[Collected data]
-----
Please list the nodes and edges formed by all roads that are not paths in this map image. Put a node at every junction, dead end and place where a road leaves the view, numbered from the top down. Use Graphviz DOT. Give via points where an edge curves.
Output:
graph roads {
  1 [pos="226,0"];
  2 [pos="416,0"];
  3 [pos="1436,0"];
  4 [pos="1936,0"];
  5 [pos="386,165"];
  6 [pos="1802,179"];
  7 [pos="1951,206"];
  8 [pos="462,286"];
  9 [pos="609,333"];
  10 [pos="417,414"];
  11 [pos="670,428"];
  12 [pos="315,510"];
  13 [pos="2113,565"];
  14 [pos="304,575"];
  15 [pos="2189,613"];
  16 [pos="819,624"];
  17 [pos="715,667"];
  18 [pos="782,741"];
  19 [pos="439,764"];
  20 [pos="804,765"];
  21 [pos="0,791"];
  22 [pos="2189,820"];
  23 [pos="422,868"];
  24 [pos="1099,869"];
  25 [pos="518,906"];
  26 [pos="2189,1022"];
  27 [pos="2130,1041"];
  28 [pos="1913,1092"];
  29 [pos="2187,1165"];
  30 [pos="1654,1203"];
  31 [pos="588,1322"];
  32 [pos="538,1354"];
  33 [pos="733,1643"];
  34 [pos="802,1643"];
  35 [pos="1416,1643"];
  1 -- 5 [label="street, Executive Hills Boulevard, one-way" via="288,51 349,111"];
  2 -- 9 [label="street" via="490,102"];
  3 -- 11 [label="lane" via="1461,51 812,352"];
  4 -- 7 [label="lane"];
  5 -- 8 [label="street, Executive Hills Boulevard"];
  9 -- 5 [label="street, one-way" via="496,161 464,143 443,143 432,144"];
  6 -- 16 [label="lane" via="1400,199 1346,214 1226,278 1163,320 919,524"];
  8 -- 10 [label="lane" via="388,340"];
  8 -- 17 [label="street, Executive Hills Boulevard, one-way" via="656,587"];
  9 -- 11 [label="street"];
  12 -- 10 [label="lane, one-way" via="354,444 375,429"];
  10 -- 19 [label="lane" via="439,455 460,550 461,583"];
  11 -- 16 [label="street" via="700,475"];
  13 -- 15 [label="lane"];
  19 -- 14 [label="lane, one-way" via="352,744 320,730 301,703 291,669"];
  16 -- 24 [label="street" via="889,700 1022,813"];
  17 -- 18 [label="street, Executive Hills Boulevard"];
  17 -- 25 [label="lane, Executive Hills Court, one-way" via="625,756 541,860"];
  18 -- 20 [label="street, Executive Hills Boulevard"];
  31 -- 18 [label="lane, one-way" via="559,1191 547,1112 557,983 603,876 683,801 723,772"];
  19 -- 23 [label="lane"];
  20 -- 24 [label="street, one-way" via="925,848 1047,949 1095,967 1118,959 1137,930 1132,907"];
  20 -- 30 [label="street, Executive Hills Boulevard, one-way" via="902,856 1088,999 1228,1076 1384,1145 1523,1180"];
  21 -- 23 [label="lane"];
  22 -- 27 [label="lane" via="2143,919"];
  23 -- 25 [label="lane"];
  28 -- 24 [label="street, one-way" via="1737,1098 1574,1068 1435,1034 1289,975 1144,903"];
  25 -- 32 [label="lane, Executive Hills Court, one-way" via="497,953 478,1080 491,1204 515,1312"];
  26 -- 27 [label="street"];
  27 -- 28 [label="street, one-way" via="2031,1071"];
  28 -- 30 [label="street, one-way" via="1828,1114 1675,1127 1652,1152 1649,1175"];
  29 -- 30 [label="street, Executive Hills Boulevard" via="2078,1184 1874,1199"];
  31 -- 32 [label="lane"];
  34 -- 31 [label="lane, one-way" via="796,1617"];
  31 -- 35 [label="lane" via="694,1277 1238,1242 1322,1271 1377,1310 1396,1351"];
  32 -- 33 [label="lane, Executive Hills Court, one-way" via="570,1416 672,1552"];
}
-----
• BRIEF:
Reproduce the records above in their entirety, unchanged.

• SOLUTION:
Please list the nodes and edges formed by all roads that are not paths in this map image. Put a node at every junction, dead end and place where a road leaves the view, numbered from the top down. Use Graphviz DOT. Give via points where an edge curves.
Output:
graph roads {
  1 [pos="226,0"];
  2 [pos="416,0"];
  3 [pos="1436,0"];
  4 [pos="1936,0"];
  5 [pos="386,165"];
  6 [pos="1802,179"];
  7 [pos="1951,206"];
  8 [pos="462,286"];
  9 [pos="609,333"];
  10 [pos="417,414"];
  11 [pos="670,428"];
  12 [pos="315,510"];
  13 [pos="2113,565"];
  14 [pos="304,575"];
  15 [pos="2189,613"];
  16 [pos="819,624"];
  17 [pos="715,667"];
  18 [pos="782,741"];
  19 [pos="439,764"];
  20 [pos="804,765"];
  21 [pos="0,791"];
  22 [pos="2189,820"];
  23 [pos="422,868"];
  24 [pos="1099,869"];
  25 [pos="518,906"];
  26 [pos="2189,1022"];
  27 [pos="2130,1041"];
  28 [pos="1913,1092"];
  29 [pos="2187,1165"];
  30 [pos="1654,1203"];
  31 [pos="588,1322"];
  32 [pos="538,1354"];
  33 [pos="733,1643"];
  34 [pos="802,1643"];
  35 [pos="1416,1643"];
  1 -- 5 [label="street, Executive Hills Boulevard, one-way" via="288,51 349,111"];
  2 -- 9 [label="street" via="490,102"];
  3 -- 11 [label="lane" via="1461,51 812,352"];
  4 -- 7 [label="lane"];
  5 -- 8 [label="street, Executive Hills Boulevard"];
  9 -- 5 [label="street, one-way" via="496,161 464,143 443,143 432,144"];
  6 -- 16 [label="lane" via="1400,199 1346,214 1226,278 1163,320 919,524"];
  8 -- 10 [label="lane" via="388,340"];
  8 -- 17 [label="street, Executive Hills Boulevard, one-way" via="656,587"];
  9 -- 11 [label="street"];
  12 -- 10 [label="lane, one-way" via="354,444 375,429"];
  10 -- 19 [label="lane" via="439,455 460,550 461,583"];
  11 -- 16 [label="street" via="700,475"];
  13 -- 15 [label="lane"];
  19 -- 14 [label="lane, one-way" via="352,744 320,730 301,703 291,669"];
  16 -- 24 [label="street" via="889,700 1022,813"];
  17 -- 18 [label="street, Executive Hills Boulevard"];
  17 -- 25 [label="lane, Executive Hills Court, one-way" via="625,756 541,860"];
  18 -- 20 [label="street, Executive Hills Boulevard"];
  31 -- 18 [label="lane, one-way" via="559,1191 547,1112 557,983 603,876 683,801 723,772"];
  19 -- 23 [label="lane"];
  20 -- 24 [label="street, one-way" via="925,848 1047,949 1095,967 1118,959 1137,930 1132,907"];
  20 -- 30 [label="street, Executive Hills Boulevard, one-way" via="902,856 1088,999 1228,1076 1384,1145 1523,1180"];
  21 -- 23 [label="lane"];
  22 -- 27 [label="lane" via="2143,919"];
  23 -- 25 [label="lane"];
  28 -- 24 [label="street, one-way" via="1737,1098 1574,1068 1435,1034 1289,975 1144,903"];
  25 -- 32 [label="lane, Executive Hills Court, one-way" via="497,953 478,1080 491,1204 515,1312"];
  26 -- 27 [label="street"];
  27 -- 28 [label="street, one-way" via="2031,1071"];
  28 -- 30 [label="street, one-way" via="1828,1114 1675,1127 1652,1152 1649,1175"];
  29 -- 30 [label="street, Executive Hills Boulevard" via="2078,1184 1874,1199"];
  31 -- 32 [label="lane"];
  34 -- 31 [label="lane, one-way" via="796,1617"];
  31 -- 35 [label="lane" via="694,1277 1238,1242 1322,1271 1377,1310 1396,1351"];
  32 -- 33 [label="lane, Executive Hills Court, one-way" via="570,1416 672,1552"];
}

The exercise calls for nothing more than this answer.